ESA: sortie de crise

Source: Le Monde

Sortie de crise en vue pour la fusée européenne Ariane-6

Après deux ans de tension entre la France et l’Allemagne, un accord financier a été trouvé afin d’assurer l’exploitation du futur lanceur

Dominique Gallois

Un audit pour sortir Ariane-6 de la crise. Réunis à Séville, lundi 6 novembre, les vingt-deux Etats membres de l’Agence spatiale européenne (ESA) sont parvenus à un accord pour assurer l’exploitation du futur lanceur. Un accord sous condition, car il s’agit d’abord de limiter le financement public au maximum, à 340 millions d’euros chaque année pendant trois ans à partir de 2026.
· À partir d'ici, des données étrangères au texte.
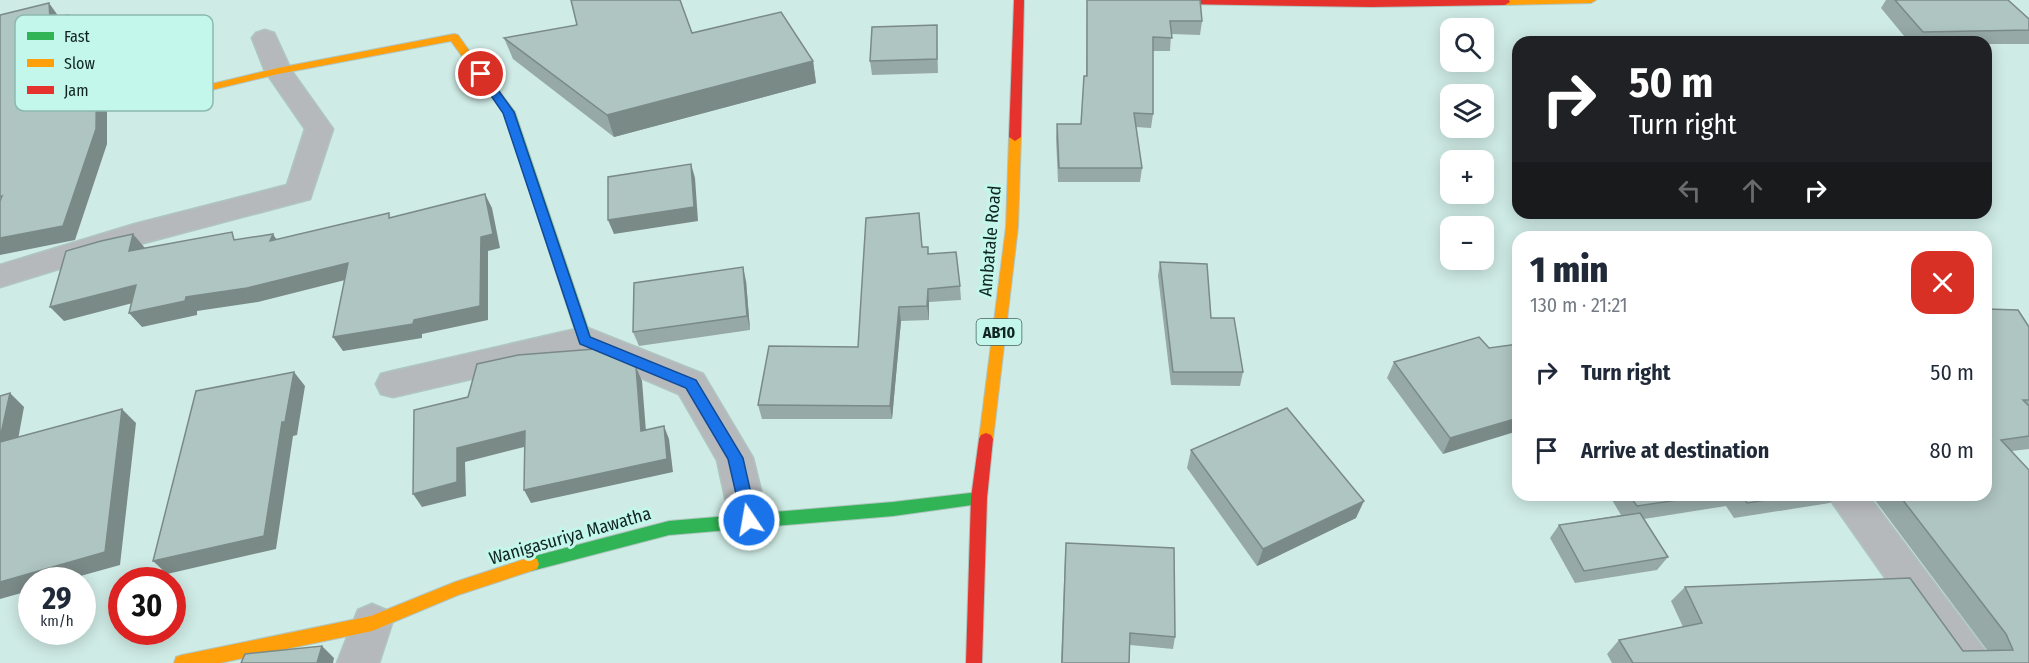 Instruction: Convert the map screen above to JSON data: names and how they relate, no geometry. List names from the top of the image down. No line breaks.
{"streets":{"street":["Ambatale Road","AB10","Wanigasuriya Mawatha"]},"crossings":[["Ambatale Road","Wanigasuriya Mawatha"]],"legend":["Fast","Slow","Jam"],"page":{"map_buttons":["+","−"],"turn":["50 m","Turn right"],"heading":["1 min","130 m · 21:21"],"list":[{"name":"Turn right","value":"50 m"},{"name":"Arrive at destination","value":"80 m"}],"speed":"29 km/h","limit":"30"}} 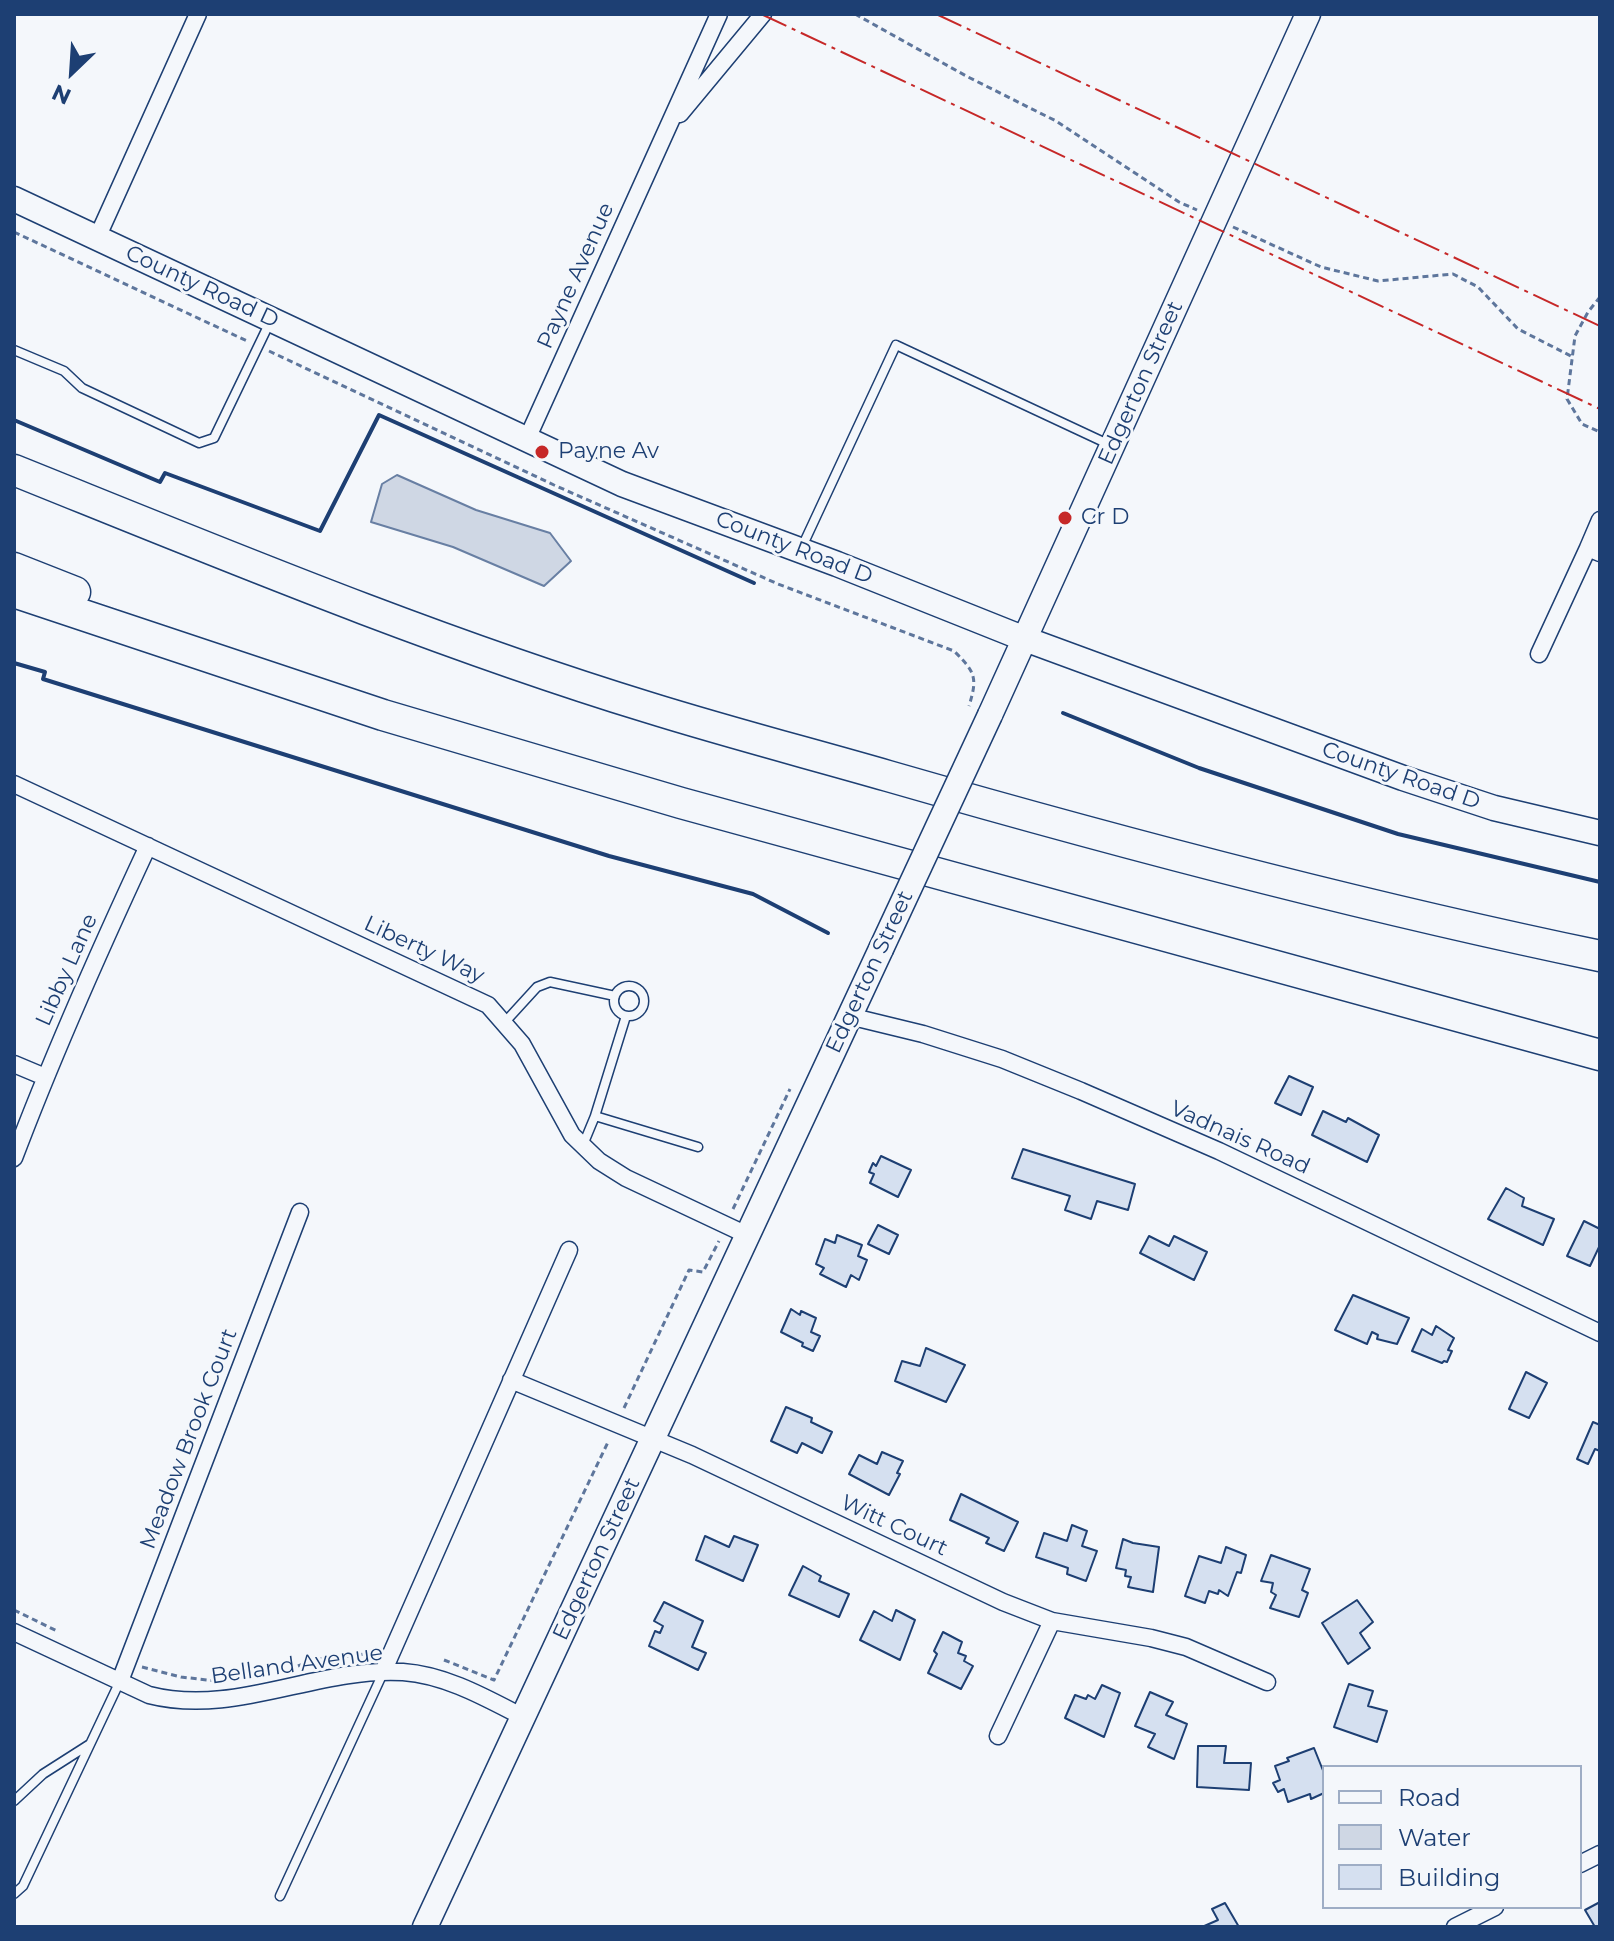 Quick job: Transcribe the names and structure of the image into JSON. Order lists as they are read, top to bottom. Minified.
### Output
{"streets":{"street":["Payne Avenue","County Road D","Edgerton Street","Liberty Way","Libby Lane","Vadnais Road","Meadow Brook Court","Witt Court","Belland Avenue"]},"crossings":[["Payne Avenue","County Road D"],["County Road D","Edgerton Street"],["Edgerton Street","Liberty Way"],["Edgerton Street","Vadnais Road"],["Edgerton Street","Witt Court"],["Edgerton Street","Belland Avenue"],["Liberty Way","Libby Lane"],["Meadow Brook Court","Belland Avenue"]],"places":["Payne Av","Cr D"],"legend":["Road","Water","Building"],"north":"bottom left"}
La France, maître d’œuvre du programme de l’ESA, participera à hauteur de 55,3 %, suivie par l’Allemagne (21 %) et l’Italie (7,6 %), le restant étant réparti entre les dix autres pays participant au projet. Pour cela, il est demandé aux industriels concernés, qui sont principalement le français ArianeGroup, l’allemand MT Aerospace et l’italien Avio, de réduire leurs coûts de 11 %. Un audit est en cours pour y parvenir. L’objectif serait même de ramener au fil des ans le financement public au-dessous de 300 millions d’euros.

Cet engagement financier permet de garantir 27 lancements d’Ariane-6 entre 2026 et 2028. De plus, la France, l’Allemagne et Italie ont décidé d’aller au-delà de ces trois années, en ajoutant dix-huit mois supplémentaire et en s’engageant sur 15 lancements complémentaires, soit 42 tirs d’ici à 2030. « Cela garantit la solidité du modèle économique d’Ariane-6 pour la décennie », estime-t-on à Paris.

Arriver à un accord était une condition préalable de Paris avant toute avancée sur d’autres sujets, face à Berlin qui, depuis deux ans, contestait la gestion du projet et plaidait pour une ouverture du marché des lanceurs à la concurrence. Son opposition était d’autant plus insistante qu’il était prévu initialement qu’après les 4 milliards d’euros investis dans Ariane-6 pour son développement, la phase d’exploitation après le seizième tir en 2026 devait s’autofinancer. Il n’en est rien à cause de la forte augmentation des prix des matières premières et du retour de l’inflation depuis la guerre en Ukraine.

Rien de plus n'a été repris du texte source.